A noter que ces patients disposent parfois d’une ordonnance médicale en bonne et due forme, mais qu’ils restent dans l’impossibilité légale d’obtenir en Belgique leur traitement ou de l’importer, même en envisageant de s’approvisionner (légalement) dans une pharmacie d’un pays limitrophe. Autrement dit, la Belgique refuse l’accès à des traitements auxquels ces mêmes patients pourraient prétendre, par exemple, aux Pays-Bas ou en Allemagne.
Le cannabis est l’une des plus anciennes plantes connues et cultivées par l’homme, tant pour son intérêt agricole que pour ses propriétés médicinales et psychoactives. On retrouve des traces d’utilisation de cannabis pour ses vertus thérapeutiques dans toutes les grandes civilisations. Jusqu’à la Convention unique sur les stupéfiants des Nations-Unies en 1961 qui en a interdit l’usage, la plante faisait partie de la pharmacopée occidentale. Ce n’est qu’à partir des années 1990, avec la découverte du système endocannabinoïde chez l’être humain, que les applications médicales du cannabis ont connu un regain d’intérêt de la part de la communauté scientifique.
Les termes de « cannabis thérapeutique », « cannabis médical » ou « cannabis médicinal » peuvent prêter à confusion, car il n’existe pas de variété de la plante plus propice qu’une autre à être utilisée comme remède. Toutes les formes de cannabis peuvent être utilisées à des fins thérapeutiques et récréatives à la fois. C’est en effet le contexte d’utilisation, et les motivations de l’usagère, qui permettront de distinguer un usage thérapeutique d’un usage récréatif.

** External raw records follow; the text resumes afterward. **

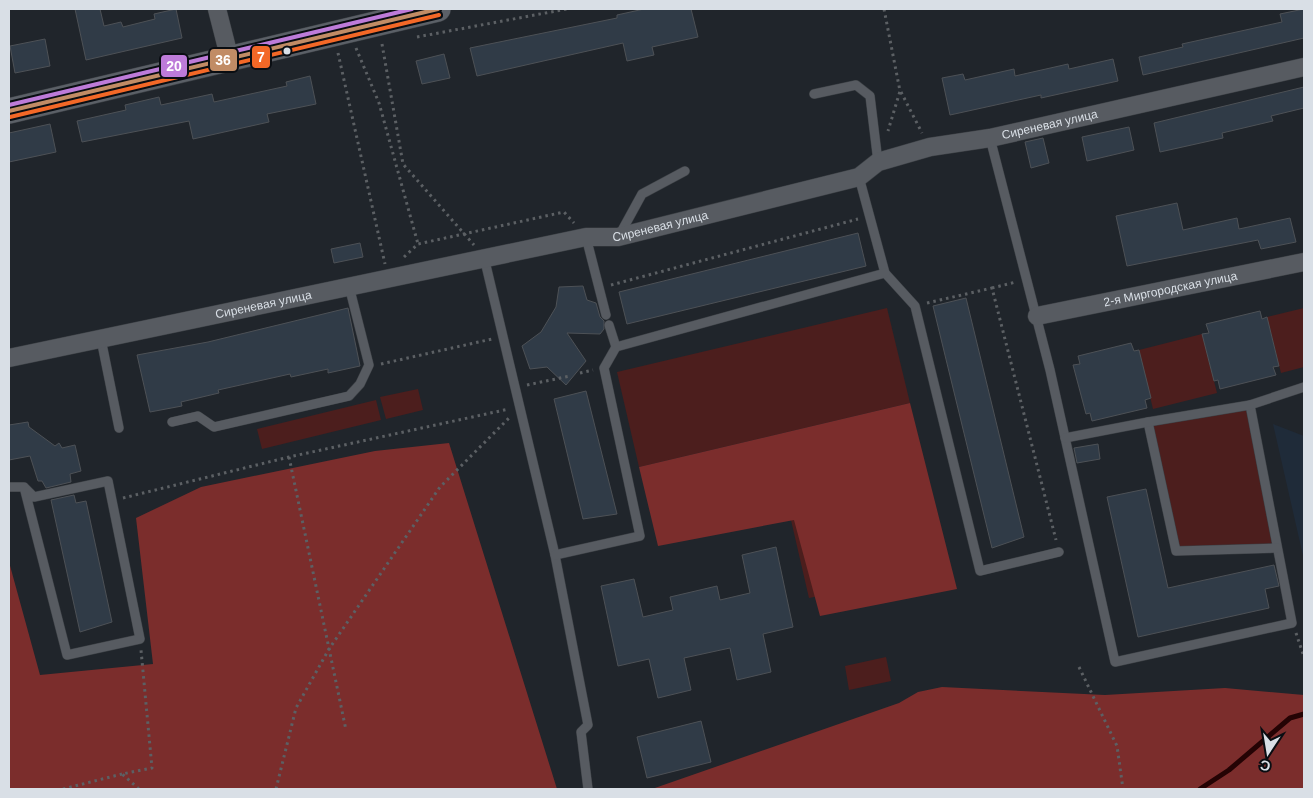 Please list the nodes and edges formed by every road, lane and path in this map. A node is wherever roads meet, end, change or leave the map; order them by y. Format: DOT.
graph roads {
  1 [pos="217,9"];
  2 [pos="438,9"];
  3 [pos="567,9"];
  4 [pos="884,9"];
  5 [pos="408,39"];
  6 [pos="390,43"];
  7 [pos="336,46"];
  8 [pos="359,59"];
  9 [pos="230,60"];
  10 [pos="1304,67"];
  11 [pos="900,91"];
  12 [pos="814,94"];
  13 [pos="9,111"];
  14 [pos="990,138"];
  15 [pos="930,147"];
  16 [pos="878,162"];
  17 [pos="685,170"];
  18 [pos="858,177"];
  19 [pos="870,216"];
  20 [pos="586,237"];
  21 [pos="618,238"];
  22 [pos="418,244"];
  23 [pos="484,257"];
  24 [pos="1304,262"];
  25 [pos="387,272"];
  26 [pos="885,273"];
  27 [pos="1026,280"];
  28 [pos="349,286"];
  29 [pos="598,288"];
  30 [pos="992,288"];
  31 [pos="915,306"];
  32 [pos="606,316"];
  33 [pos="1037,316"];
  34 [pos="609,325"];
  35 [pos="502,336"];
  36 [pos="101,339"];
  37 [pos="616,347"];
  38 [pos="9,358"];
  39 [pos="369,365"];
  40 [pos="570,376"];
  41 [pos="515,387"];
  42 [pos="1304,387"];
  43 [pos="1250,405"];
  44 [pos="520,407"];
  45 [pos="172,422"];
  46 [pos="1148,422"];
  47 [pos="119,428"];
  48 [pos="1065,438"];
  49 [pos="288,457"];
  50 [pos="9,487"];
  51 [pos="24,487"];
  52 [pos="112,501"];
  53 [pos="1277,548"];
  54 [pos="1059,552"];
  55 [pos="555,555"];
  56 [pos="1292,623"];
  57 [pos="140,639"];
  58 [pos="329,650"];
  59 [pos="1304,657"];
  60 [pos="1079,667"];
  61 [pos="346,730"];
  62 [pos="122,774"];
  63 [pos="63,789"];
  64 [pos="139,789"];
  65 [pos="276,789"];
  66 [pos="588,789"];
  67 [pos="1123,789"];
  1 -- 9 [label="street"];
  2 -- 9 [label="main road"];
  3 -- 5 [label="path"];
  4 -- 11 [label="path"];
  6 -- 23 [label="path"];
  7 -- 25 [label="path"];
  8 -- 22 [label="path"];
  9 -- 13 [label="main road"];
  10 -- 14 [label="street, Сиреневая улица"];
  11 -- 15 [label="path"];
  11 -- 16 [label="path"];
  12 -- 16 [label="lane"];
  14 -- 15 [label="street, Сиреневая улица"];
  14 -- 27 [label="lane"];
  15 -- 16 [label="street, Сиреневая улица"];
  16 -- 18 [label="street, Сиреневая улица"];
  17 -- 21 [label="lane"];
  18 -- 19 [label="lane"];
  18 -- 21 [label="street, Сиреневая улица"];
  19 -- 26 [label="lane"];
  19 -- 29 [label="path"];
  20 -- 21 [label="street, Сиреневая улица"];
  20 -- 23 [label="street, Сиреневая улица"];
  20 -- 29 [label="lane"];
  23 -- 28 [label="street, Сиреневая улица"];
  23 -- 35 [label="lane"];
  24 -- 33 [label="street, 2-я Миргородская улица"];
  26 -- 31 [label="lane"];
  26 -- 37 [label="lane"];
  27 -- 30 [label="path"];
  27 -- 33 [label="lane"];
  28 -- 36 [label="street, Сиреневая улица"];
  28 -- 39 [label="lane"];
  29 -- 32 [label="lane"];
  30 -- 31 [label="path"];
  30 -- 54 [label="path"];
  31 -- 54 [label="lane"];
  33 -- 48 [label="lane"];
  34 -- 37 [label="lane"];
  35 -- 39 [label="path"];
  35 -- 41 [label="lane"];
  36 -- 38 [label="street, Сиреневая улица"];
  36 -- 47 [label="lane"];
  37 -- 55 [label="lane"];
  39 -- 45 [label="lane"];
  40 -- 41 [label="path"];
  41 -- 44 [label="lane"];
  42 -- 43 [label="lane"];
  43 -- 46 [label="lane"];
  43 -- 53 [label="lane"];
  44 -- 49 [label="path"];
  44 -- 55 [label="lane"];
  44 -- 58 [label="path"];
  46 -- 48 [label="lane"];
  46 -- 53 [label="lane"];
  48 -- 56 [label="lane"];
  49 -- 52 [label="path"];
  49 -- 58 [label="path"];
  50 -- 51 [label="lane"];
  51 -- 52 [label="lane"];
  51 -- 57 [label="lane"];
  52 -- 57 [label="lane"];
  53 -- 56 [label="lane"];
  55 -- 66 [label="lane"];
  56 -- 59 [label="path"];
  57 -- 62 [label="path"];
  58 -- 61 [label="path"];
  58 -- 65 [label="path"];
  60 -- 67 [label="path"];
  62 -- 63 [label="path"];
  62 -- 64 [label="path"];
}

Ceci dit, la limite entre les deux n’est pas toujours évidente à placer puisque certains usagers récréatifs consomment également du cannabis pour améliorer leur sommeil, leur appétit, gérer leur stress, etc. De même, de nombreuses personnes qui utilisent le cannabis pour des raisons thérapeutiques sont contraintes de se fournir sur le marché noir lorsque le contexte légal leur en interdit l’accès. Dans ce chapitre, nous avons choisi de parler de cannabis sur prescription médicale, lorsque c’est le cas, ou d’usages thérapeutiques de cannabis, ce qui renvoie aux motivations des usagères.
Actuellement, les produits à base de cannabis se présentent sous des formes multiples et variées (fleurs, résine, extraits, teintures, poudres, produits alimentaires, sprays, gels, crèmes, etc.). Afin de distinguer ces différentes formes, il y a lieu, en premier, de faire la différence entre les produits contenant des cannabinoïdes naturels, issus directement de la plante, et les produits contenant des cannabinoïdes de synthèse.
En ce qui concerne le cannabis naturel, une deuxième distinction peut être faite au niveau des méthodes de culture. Les récentes évolutions législatives à travers le monde ont permis l’émergence d’un secteur pharmaceutique spécialisé dans la production de cannabis naturel issu de processus de culture industriels standardisés. Les leaders du marché sont basés aux États-Unis, au Canada et aux Pays-Bas. Il faut pouvoir distinguer ce cannabis standardisé du cannabis issu du marché noir ou cultivé, de manière plus ou moins artisanale, par les consommateurs eux-mêmes. Ce dernier peut s’avérer de bonne qualité, mais la teneur en cannabinoïdes, par exemple, le ratio THC/CBD est forcément moins précis et constant.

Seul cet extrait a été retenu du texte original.